*WHAT NEEDS TO BE DONE*:
Everything in the data should be repeated exactly, save for the images.

* * * * * * *

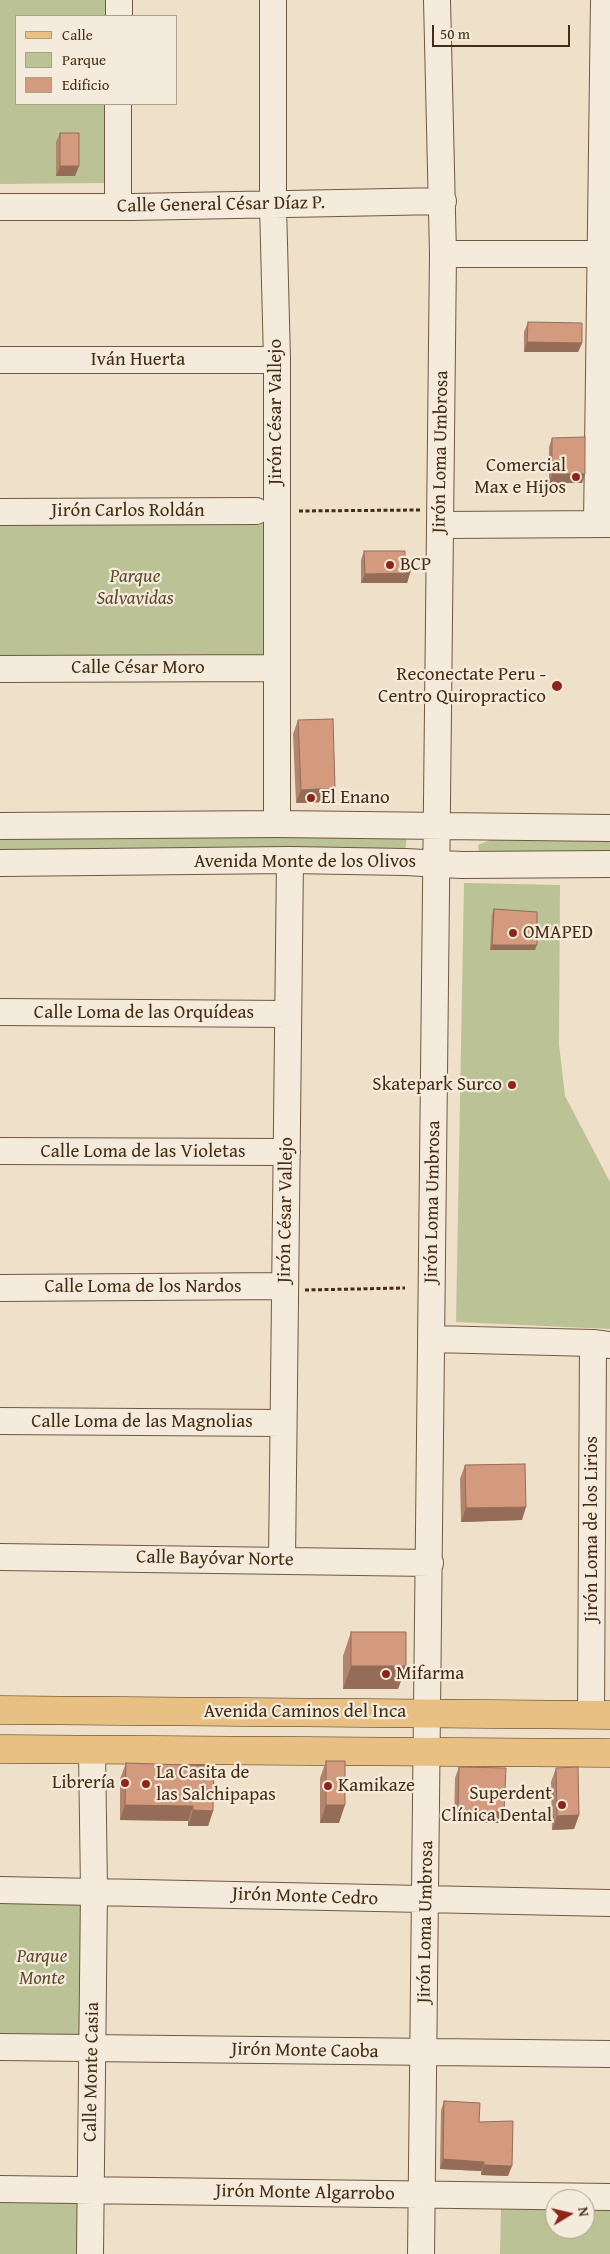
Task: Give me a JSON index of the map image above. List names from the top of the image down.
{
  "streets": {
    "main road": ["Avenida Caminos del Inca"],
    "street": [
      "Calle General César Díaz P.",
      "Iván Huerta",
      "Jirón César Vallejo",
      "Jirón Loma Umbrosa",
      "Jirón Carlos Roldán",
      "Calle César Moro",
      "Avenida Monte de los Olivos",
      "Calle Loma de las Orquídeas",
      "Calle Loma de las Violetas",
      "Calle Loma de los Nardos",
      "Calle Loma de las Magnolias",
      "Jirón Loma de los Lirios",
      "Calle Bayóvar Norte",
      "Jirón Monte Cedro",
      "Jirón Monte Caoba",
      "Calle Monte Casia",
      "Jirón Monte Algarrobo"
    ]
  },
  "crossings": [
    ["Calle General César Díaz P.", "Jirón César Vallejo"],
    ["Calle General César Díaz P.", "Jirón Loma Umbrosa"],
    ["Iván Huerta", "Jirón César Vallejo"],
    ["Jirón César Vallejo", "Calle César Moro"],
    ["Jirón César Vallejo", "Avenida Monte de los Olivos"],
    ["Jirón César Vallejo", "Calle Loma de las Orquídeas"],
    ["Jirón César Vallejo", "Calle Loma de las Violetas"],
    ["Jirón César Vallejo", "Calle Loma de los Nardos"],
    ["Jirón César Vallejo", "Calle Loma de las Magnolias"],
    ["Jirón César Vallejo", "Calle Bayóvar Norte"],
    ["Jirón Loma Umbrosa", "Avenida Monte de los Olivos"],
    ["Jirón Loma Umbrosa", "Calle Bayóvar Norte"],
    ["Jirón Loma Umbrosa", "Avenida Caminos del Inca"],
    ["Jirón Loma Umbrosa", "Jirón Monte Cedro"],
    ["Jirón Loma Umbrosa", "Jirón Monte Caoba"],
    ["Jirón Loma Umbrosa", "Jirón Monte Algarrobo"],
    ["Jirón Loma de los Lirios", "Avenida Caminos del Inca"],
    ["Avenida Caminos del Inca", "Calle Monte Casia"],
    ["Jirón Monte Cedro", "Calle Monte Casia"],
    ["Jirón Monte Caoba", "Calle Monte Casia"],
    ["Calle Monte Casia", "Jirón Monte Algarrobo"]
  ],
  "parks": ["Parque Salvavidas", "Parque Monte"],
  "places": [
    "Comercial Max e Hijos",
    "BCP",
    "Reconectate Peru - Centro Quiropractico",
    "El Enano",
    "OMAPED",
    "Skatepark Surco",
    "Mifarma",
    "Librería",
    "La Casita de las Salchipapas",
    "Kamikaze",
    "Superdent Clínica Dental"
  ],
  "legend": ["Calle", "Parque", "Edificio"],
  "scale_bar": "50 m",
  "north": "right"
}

* * * * * * *

*YOUR RESPONSE*:
Task: Give me a JSON index of the map image above. List names from the top of the image down.
{
  "streets": {
    "main road": ["Avenida Caminos del Inca"],
    "street": [
      "Calle General César Díaz P.",
      "Iván Huerta",
      "Jirón César Vallejo",
      "Jirón Loma Umbrosa",
      "Jirón Carlos Roldán",
      "Calle César Moro",
      "Avenida Monte de los Olivos",
      "Calle Loma de las Orquídeas",
      "Calle Loma de las Violetas",
      "Calle Loma de los Nardos",
      "Calle Loma de las Magnolias",
      "Jirón Loma de los Lirios",
      "Calle Bayóvar Norte",
      "Jirón Monte Cedro",
      "Jirón Monte Caoba",
      "Calle Monte Casia",
      "Jirón Monte Algarrobo"
    ]
  },
  "crossings": [
    ["Calle General César Díaz P.", "Jirón César Vallejo"],
    ["Calle General César Díaz P.", "Jirón Loma Umbrosa"],
    ["Iván Huerta", "Jirón César Vallejo"],
    ["Jirón César Vallejo", "Calle César Moro"],
    ["Jirón César Vallejo", "Avenida Monte de los Olivos"],
    ["Jirón César Vallejo", "Calle Loma de las Orquídeas"],
    ["Jirón César Vallejo", "Calle Loma de las Violetas"],
    ["Jirón César Vallejo", "Calle Loma de los Nardos"],
    ["Jirón César Vallejo", "Calle Loma de las Magnolias"],
    ["Jirón César Vallejo", "Calle Bayóvar Norte"],
    ["Jirón Loma Umbrosa", "Avenida Monte de los Olivos"],
    ["Jirón Loma Umbrosa", "Calle Bayóvar Norte"],
    ["Jirón Loma Umbrosa", "Avenida Caminos del Inca"],
    ["Jirón Loma Umbrosa", "Jirón Monte Cedro"],
    ["Jirón Loma Umbrosa", "Jirón Monte Caoba"],
    ["Jirón Loma Umbrosa", "Jirón Monte Algarrobo"],
    ["Jirón Loma de los Lirios", "Avenida Caminos del Inca"],
    ["Avenida Caminos del Inca", "Calle Monte Casia"],
    ["Jirón Monte Cedro", "Calle Monte Casia"],
    ["Jirón Monte Caoba", "Calle Monte Casia"],
    ["Calle Monte Casia", "Jirón Monte Algarrobo"]
  ],
  "parks": ["Parque Salvavidas", "Parque Monte"],
  "places": [
    "Comercial Max e Hijos",
    "BCP",
    "Reconectate Peru - Centro Quiropractico",
    "El Enano",
    "OMAPED",
    "Skatepark Surco",
    "Mifarma",
    "Librería",
    "La Casita de las Salchipapas",
    "Kamikaze",
    "Superdent Clínica Dental"
  ],
  "legend": ["Calle", "Parque", "Edificio"],
  "scale_bar": "50 m",
  "north": "right"
}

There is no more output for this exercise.